You may search the high school homeschool curriculum directory at LetsHomeschoolHighschool.com to find programs that offer both accredited and non-accredited diploma options. Many private distance-education programs have been created to assist homeschoolers in receiving an online accredited diploma.
Another option if you want to get your high school education at home and are strongly in favor of an accredited diploma is to look into virtual schools. Virtual schools are charter public schools that are tuition-free, and online. Not every state offers virtual schooling, so you will need to check whether this option is even available to you. Many virtual schools use common online learning programs such as Florida Virtual School, Connections Academy or K12, all of which are accredited. Therefore anyone graduating from one of these programs can receive an accredited diploma. It’s important to note, however, that attending a virtual school is NOT homeschooling and does not fall under the homeschooling regulations of any state. Virtual school students are charter public school students and must follow the schedule and guidelines of their specific virtual school.

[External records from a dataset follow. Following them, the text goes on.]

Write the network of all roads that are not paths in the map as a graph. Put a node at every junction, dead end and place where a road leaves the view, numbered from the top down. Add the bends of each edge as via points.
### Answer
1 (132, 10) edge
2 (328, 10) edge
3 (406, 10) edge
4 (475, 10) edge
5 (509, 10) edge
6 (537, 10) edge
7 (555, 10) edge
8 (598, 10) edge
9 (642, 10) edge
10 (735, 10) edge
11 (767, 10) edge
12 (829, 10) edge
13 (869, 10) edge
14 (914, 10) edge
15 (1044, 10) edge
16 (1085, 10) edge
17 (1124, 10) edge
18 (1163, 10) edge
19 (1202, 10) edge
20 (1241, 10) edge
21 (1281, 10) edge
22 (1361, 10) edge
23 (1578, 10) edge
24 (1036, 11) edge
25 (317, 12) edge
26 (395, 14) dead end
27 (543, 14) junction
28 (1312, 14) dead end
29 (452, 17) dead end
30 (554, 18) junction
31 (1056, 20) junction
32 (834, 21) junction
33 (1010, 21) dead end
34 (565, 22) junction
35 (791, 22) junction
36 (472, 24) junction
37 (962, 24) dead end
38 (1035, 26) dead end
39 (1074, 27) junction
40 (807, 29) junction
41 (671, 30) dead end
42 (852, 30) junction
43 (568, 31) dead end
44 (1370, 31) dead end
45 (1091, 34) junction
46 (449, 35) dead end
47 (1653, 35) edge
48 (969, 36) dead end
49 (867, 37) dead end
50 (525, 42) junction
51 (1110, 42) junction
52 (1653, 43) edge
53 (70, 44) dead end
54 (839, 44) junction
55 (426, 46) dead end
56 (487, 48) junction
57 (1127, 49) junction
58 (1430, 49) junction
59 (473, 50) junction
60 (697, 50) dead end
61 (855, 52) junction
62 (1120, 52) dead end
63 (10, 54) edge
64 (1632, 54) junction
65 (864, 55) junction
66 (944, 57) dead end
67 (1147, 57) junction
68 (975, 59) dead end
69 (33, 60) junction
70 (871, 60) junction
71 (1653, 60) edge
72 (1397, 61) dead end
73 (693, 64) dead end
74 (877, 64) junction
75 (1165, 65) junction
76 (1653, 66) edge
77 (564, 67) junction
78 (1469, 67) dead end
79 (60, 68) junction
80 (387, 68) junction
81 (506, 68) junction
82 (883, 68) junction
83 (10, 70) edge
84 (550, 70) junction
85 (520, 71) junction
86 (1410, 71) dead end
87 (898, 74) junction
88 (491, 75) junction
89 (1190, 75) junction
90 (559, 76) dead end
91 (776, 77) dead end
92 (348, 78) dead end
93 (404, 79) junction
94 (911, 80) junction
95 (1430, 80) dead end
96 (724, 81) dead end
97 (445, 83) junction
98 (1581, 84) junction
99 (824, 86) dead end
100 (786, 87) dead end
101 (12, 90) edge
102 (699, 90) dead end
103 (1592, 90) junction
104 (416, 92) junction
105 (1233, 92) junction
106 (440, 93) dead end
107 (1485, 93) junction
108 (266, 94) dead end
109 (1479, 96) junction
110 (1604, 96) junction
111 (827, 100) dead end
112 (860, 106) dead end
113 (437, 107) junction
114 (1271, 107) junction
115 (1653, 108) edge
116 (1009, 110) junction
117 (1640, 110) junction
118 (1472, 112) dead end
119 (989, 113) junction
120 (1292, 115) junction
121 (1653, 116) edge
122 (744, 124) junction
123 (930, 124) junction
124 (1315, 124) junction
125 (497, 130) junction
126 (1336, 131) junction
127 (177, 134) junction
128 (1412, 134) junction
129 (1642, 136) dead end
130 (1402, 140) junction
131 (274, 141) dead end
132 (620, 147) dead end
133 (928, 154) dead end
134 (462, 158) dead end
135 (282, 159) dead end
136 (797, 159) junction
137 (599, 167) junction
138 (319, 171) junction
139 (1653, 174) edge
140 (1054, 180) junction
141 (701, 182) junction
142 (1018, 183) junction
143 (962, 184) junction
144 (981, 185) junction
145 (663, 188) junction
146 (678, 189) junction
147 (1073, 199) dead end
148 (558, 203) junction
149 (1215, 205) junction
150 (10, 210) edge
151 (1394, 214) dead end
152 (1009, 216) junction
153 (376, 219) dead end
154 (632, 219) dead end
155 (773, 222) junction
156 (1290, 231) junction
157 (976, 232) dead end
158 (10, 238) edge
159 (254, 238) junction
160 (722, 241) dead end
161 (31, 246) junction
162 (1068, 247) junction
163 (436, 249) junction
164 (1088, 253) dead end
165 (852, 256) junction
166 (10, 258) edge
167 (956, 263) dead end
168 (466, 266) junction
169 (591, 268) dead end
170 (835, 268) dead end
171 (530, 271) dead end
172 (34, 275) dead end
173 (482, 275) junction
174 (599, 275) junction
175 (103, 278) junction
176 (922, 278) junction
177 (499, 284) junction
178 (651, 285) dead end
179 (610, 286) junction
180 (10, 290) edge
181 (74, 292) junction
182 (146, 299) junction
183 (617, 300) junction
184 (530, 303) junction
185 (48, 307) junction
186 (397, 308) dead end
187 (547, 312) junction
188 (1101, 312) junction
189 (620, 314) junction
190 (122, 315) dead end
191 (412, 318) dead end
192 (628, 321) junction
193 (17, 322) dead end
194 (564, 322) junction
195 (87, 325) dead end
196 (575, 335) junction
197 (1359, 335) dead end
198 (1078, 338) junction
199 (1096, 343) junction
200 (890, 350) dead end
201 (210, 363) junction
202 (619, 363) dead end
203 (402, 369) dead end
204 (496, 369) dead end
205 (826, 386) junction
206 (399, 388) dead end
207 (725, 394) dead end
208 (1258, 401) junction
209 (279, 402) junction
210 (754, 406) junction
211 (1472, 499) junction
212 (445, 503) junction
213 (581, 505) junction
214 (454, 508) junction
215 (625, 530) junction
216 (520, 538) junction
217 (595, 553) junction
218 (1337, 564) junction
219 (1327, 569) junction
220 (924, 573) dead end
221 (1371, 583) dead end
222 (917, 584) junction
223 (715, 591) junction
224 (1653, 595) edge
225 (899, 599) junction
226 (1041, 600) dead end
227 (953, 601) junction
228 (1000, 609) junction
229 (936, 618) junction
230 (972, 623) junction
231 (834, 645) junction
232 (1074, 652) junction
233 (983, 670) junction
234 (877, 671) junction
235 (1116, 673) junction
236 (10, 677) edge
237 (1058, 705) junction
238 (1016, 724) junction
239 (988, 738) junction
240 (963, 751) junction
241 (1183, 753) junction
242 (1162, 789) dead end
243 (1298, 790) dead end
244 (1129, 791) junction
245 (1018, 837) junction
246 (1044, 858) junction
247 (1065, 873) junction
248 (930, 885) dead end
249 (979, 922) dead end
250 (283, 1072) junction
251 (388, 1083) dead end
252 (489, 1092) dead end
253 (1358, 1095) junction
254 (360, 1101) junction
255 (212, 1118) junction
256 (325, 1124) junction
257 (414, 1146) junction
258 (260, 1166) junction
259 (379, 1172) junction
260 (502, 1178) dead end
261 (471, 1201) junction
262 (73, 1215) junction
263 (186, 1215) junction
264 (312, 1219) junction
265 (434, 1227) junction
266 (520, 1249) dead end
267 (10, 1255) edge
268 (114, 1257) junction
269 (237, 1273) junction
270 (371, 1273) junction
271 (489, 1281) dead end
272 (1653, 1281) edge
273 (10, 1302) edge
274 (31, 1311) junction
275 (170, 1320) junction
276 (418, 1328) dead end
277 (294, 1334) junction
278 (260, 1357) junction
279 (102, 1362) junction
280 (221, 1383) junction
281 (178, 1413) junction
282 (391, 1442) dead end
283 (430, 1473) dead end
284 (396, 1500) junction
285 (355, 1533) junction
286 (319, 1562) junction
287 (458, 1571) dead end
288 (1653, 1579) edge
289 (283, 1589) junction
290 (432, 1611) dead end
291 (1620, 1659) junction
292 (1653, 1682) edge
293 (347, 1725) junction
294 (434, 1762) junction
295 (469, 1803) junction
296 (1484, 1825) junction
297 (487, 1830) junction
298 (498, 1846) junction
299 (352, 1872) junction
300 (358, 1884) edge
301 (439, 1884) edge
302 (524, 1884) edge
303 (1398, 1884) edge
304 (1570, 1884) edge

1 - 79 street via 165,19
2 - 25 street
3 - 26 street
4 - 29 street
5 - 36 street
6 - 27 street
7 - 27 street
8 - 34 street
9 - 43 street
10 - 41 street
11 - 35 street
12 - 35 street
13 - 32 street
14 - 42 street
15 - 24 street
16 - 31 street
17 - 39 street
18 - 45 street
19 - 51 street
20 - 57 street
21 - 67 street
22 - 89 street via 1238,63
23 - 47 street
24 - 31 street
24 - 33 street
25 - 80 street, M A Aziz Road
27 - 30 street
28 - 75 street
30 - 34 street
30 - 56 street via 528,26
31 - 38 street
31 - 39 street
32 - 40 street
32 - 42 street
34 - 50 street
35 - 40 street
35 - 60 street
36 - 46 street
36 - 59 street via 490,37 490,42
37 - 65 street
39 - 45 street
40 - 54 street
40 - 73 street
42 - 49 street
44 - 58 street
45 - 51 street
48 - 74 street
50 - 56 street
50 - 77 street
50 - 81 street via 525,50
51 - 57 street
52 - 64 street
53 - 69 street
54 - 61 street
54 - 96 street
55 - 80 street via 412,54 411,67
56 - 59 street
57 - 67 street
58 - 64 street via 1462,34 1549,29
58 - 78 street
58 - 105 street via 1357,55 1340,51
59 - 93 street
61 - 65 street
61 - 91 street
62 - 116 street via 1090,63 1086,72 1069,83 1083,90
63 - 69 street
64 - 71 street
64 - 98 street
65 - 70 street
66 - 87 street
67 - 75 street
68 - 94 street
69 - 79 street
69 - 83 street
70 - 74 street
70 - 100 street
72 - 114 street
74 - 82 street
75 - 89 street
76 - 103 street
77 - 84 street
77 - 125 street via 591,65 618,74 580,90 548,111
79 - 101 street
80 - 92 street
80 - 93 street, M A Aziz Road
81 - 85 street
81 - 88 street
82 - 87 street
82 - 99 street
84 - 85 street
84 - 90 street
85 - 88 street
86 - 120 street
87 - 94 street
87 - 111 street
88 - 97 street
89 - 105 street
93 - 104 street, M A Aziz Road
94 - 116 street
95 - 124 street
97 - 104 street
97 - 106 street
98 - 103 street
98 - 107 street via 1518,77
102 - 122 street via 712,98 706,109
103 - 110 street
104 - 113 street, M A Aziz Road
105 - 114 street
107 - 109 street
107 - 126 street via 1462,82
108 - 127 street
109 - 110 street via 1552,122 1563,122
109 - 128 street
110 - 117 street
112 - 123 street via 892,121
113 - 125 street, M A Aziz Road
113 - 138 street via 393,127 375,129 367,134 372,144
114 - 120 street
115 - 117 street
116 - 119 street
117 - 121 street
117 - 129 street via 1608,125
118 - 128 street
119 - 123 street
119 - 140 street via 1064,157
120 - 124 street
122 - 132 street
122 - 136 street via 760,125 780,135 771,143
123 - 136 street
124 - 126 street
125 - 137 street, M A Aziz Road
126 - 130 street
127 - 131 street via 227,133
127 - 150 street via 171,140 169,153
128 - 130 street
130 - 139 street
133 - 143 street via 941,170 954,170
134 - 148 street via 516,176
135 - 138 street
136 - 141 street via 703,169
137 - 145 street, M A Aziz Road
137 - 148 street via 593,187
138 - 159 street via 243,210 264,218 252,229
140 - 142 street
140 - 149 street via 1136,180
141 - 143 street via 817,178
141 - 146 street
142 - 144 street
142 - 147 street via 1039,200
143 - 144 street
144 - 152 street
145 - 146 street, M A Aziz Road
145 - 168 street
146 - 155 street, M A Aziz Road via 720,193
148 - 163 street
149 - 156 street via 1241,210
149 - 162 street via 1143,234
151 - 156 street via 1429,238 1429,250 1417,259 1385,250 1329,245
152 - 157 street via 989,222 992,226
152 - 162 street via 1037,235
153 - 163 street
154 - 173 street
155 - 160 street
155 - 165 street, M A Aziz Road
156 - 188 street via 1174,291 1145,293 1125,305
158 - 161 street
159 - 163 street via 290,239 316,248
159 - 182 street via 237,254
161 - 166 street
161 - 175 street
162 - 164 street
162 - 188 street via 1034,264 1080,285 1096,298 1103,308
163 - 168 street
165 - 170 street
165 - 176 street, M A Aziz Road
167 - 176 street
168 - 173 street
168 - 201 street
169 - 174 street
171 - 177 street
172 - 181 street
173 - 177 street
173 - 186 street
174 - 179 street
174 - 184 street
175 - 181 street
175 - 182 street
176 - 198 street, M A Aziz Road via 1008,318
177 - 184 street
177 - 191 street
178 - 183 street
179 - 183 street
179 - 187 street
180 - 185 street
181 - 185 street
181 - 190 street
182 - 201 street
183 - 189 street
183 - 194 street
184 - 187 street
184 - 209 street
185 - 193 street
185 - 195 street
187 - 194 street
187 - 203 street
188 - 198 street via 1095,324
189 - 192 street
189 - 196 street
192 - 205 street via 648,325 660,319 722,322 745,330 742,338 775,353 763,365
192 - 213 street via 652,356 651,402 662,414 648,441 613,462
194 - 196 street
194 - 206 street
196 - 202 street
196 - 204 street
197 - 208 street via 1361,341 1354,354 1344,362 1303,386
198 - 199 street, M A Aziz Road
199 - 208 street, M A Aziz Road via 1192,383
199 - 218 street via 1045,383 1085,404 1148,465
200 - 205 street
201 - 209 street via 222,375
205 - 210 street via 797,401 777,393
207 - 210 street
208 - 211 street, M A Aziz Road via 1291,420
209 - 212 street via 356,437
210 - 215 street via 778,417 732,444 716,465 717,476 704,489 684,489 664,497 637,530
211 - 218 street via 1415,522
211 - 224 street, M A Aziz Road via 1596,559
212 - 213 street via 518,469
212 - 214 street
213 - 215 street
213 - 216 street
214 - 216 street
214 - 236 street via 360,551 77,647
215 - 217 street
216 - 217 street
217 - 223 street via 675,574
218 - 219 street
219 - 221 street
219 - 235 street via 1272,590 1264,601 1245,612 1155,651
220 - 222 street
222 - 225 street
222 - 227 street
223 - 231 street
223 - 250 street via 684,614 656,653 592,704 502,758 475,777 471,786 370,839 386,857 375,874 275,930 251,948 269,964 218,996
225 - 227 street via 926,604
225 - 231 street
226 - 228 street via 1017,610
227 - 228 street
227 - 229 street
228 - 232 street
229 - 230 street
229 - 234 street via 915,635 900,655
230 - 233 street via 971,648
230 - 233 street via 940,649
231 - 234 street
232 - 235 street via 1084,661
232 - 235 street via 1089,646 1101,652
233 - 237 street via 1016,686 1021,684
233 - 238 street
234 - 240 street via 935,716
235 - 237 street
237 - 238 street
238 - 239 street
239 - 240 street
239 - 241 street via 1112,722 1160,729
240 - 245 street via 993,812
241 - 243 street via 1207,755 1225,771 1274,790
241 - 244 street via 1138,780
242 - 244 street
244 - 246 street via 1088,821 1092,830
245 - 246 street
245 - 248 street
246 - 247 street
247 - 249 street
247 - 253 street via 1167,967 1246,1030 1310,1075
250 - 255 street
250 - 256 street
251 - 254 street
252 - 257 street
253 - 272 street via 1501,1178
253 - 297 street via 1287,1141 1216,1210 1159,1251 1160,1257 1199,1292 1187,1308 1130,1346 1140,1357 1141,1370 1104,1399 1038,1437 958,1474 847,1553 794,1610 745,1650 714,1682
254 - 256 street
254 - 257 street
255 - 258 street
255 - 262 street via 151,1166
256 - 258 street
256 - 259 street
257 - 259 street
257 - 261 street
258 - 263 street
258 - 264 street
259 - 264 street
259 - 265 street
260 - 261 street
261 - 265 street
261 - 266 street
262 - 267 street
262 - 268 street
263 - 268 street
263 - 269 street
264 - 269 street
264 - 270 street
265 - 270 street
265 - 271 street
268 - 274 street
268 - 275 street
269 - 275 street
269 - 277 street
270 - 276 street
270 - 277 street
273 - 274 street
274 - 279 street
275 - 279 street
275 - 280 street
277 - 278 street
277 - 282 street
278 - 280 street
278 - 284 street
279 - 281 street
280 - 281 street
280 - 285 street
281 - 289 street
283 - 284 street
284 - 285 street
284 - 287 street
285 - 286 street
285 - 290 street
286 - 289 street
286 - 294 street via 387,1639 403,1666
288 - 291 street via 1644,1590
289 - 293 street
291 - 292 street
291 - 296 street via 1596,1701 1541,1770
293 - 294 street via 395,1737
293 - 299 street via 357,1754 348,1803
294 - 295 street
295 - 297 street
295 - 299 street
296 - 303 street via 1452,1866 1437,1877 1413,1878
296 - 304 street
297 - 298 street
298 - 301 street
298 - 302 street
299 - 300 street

Parents and students should not assume that the quality and offerings of all accredited schools are equal. You should still closely research the curriculum, faculty, student support services, tuition costs, and graduation rate of each school you are considering. Just because a school is accredited does not mean it will be the right fit for your student or your family.
High school graduates without an accredited diploma can accomplish anything a student with an accredited diploma can. Attend college, enter the military, join the workforce…follow their dreams!
Non-accredited diplomas from an online or correspondence school – Plenty of homeschool curriculum providers offer diplomas – – but not all of them have gone through the process of having their school accredited. They provide distance education programs that cover a full core, college-preparatory, or advanced placement curriculum and offer diplomas to students who have enrolled and sufficiently met or exceeded the requirements for graduation. Examples of schools that offer unaccredited diplomas would be The Angelicum Academy, Abbington Hill School, North Atlantic Regional High School, and Freedom Project Education.
Parent-issued diploma – The majority of homeschooling high schoolers are “hybrid homeschoolers.” That means that they don’t take the majority of their coursework from a single school or publisher. Instead, they mix and match courses from a variety of sources. They may take English online, but get their science instruction at a local homeschool co-operative, learn math from a textbook, take history at the local community college via dual enrollment, and volunteer at a homeless shelter for public service credits. When high school credits are mixed and matched from various curricula, outside classes, and tutors, then it’s likely that the parents will be the ones overseeing the creation of the high schooler’s transcript and issuing their diploma. The good news is that a parent-issued diploma is legal in all 50 states AND accepted by most colleges and universities.
GED – One in every seven Americans with high school credentials received the GED test credential, as well as one in 20 college students. Ninety-eight percent of U.S. colleges and universities recognize the GED credential as equivalent to a high school diploma. A GED is definitely a valid option for a homeschooler. Keep in mind, however, that it is probably not the only test you will be required to take for admission into a higher education facility. Most colleges will also require you to take and receive an acceptable score on either the SAT or ACT, or you may can bypass that qualification by taking at least some of your general course requirements at a community college before applying to the college or university of your choice.